WHAT TO PRODUCE:
Down to the last line, print the entries below exactly, and keep every picture out of the copy.

RECORDED INFORMATION:
====================
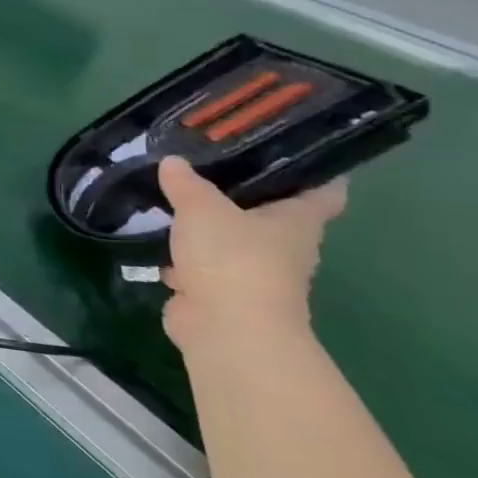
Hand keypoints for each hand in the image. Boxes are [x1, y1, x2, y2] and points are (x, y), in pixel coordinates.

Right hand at [157, 156, 346, 358]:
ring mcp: (251, 272)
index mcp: (297, 222)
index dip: (312, 169)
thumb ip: (186, 184)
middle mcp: (283, 246)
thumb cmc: (232, 259)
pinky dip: (180, 255)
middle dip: (240, 194)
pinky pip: (200, 264)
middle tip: (205, 166)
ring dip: (205, 225)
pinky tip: (154, 238)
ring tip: (170, 198)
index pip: (323, 190)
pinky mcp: (218, 291)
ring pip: (229, 239)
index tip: (289, 149)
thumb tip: (172, 161)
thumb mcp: (203, 209)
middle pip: (269, 213)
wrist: (225, 327)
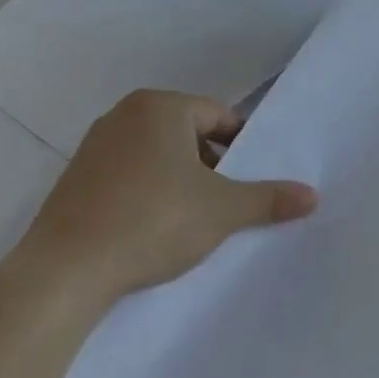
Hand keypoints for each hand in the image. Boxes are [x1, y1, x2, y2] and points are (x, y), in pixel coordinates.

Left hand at [19, 90, 316, 298]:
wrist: (64, 271)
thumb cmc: (154, 221)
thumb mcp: (223, 210)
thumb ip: (269, 198)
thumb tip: (314, 196)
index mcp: (160, 106)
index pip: (219, 116)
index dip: (243, 147)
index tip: (252, 180)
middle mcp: (124, 115)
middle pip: (188, 134)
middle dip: (212, 165)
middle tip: (227, 202)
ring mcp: (93, 146)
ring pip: (157, 156)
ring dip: (181, 181)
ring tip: (193, 219)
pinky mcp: (74, 179)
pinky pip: (128, 175)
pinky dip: (148, 193)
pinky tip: (154, 229)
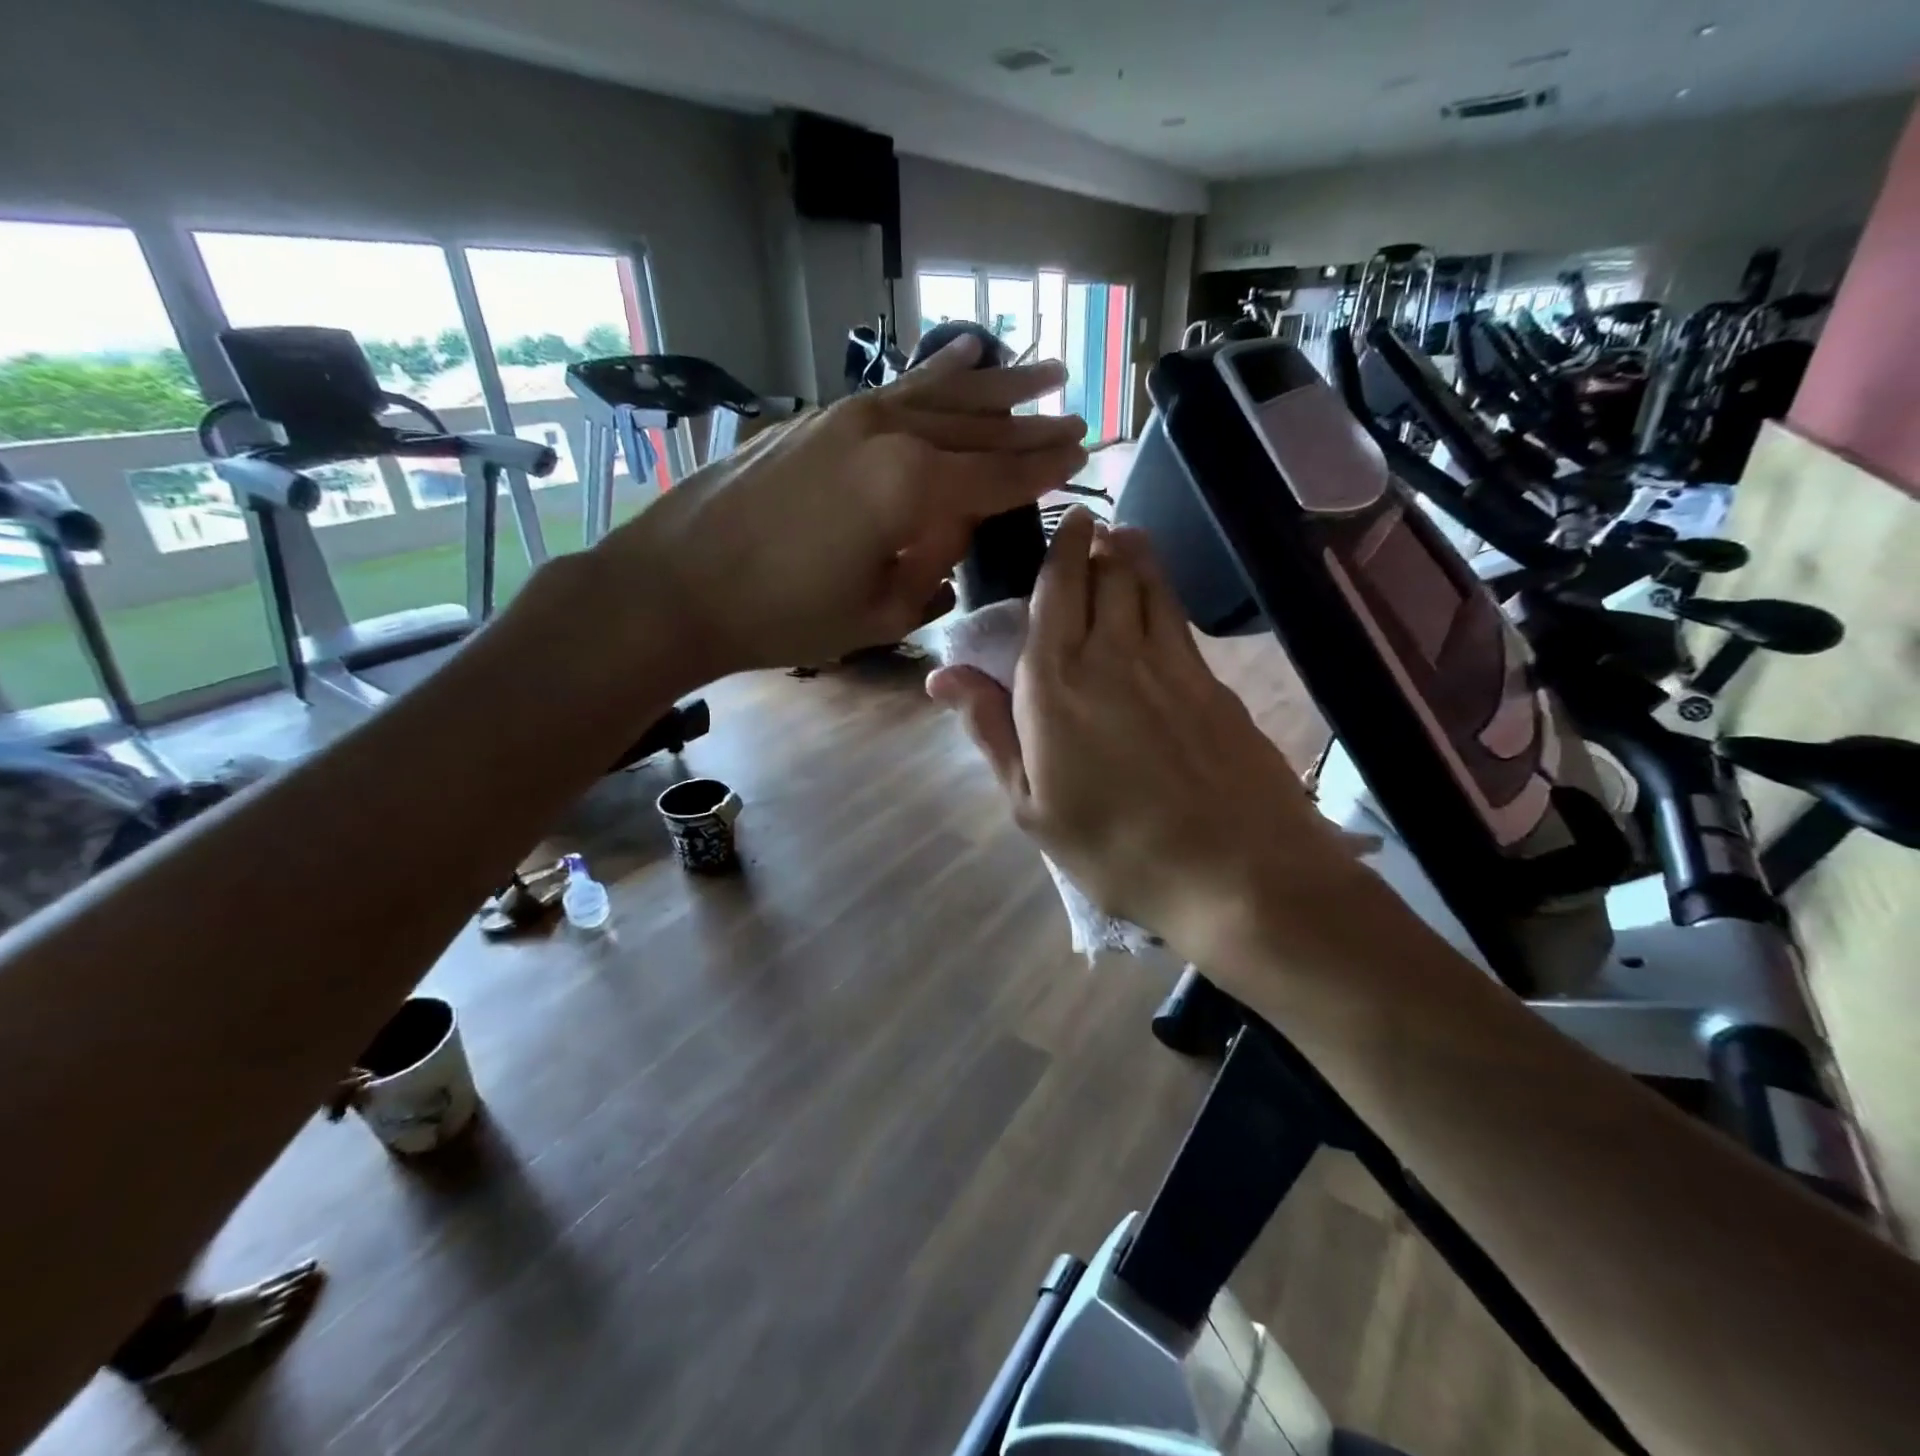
====================
SOLUTION TO THIS EXERCISE:
Hand keypoints for each hand in the image. Boxes are [x1, y1, x2, y2] and points are (x, y), in pixel coordinates.

Right hand at [157, 156, 346, 358]:
ring mcp: (251, 272)
index mcp: (297, 222)
index dip: (312, 169)
thumb ip: (186, 184)
middle mcp: (283, 246)
thumb cmc: (232, 259)
pinky dip: (180, 255)
middle dip: (240, 194)
pinky pip: (200, 264)
middle tip: (205, 166)
ring dip: (205, 225)
pinky tip: (154, 238)
ring tip: (170, 198)
index pip: (323, 190)
pinky mcp: (218, 291)
ring pip: (229, 239)
index tip: (289, 149)
thumb tip: (172, 161)
thumb mcp: (203, 209)
middle pip: (269, 213)
wrist: (225, 327)
Hand keypoints for each hand in the image. Boxes are [x1, y1, x2, y2] and points are (x, y), in pixel coordinates.

Left hand at [19, 90, 316, 298]:
wrist: (64, 271)
thumb cmc: (154, 221)
thumb mcp: (223, 210)
thumb ip: (269, 198)
thumb tip: (314, 196)
index mcp: (160, 106)
index pip: (219, 116)
index dip: (243, 147)
index tip: (252, 180)
middle mcp: (124, 115)
middle pip: (188, 134)
middle dip: (212, 165)
middle tip: (227, 202)
ring mcp: (93, 146)
ring pip: (157, 156)
ring dip: (181, 181)
ring tip: (193, 219)
pinky mcp: (74, 179)
pinky pip: (128, 175)
pinky dip: (148, 193)
pinky tip: (154, 229)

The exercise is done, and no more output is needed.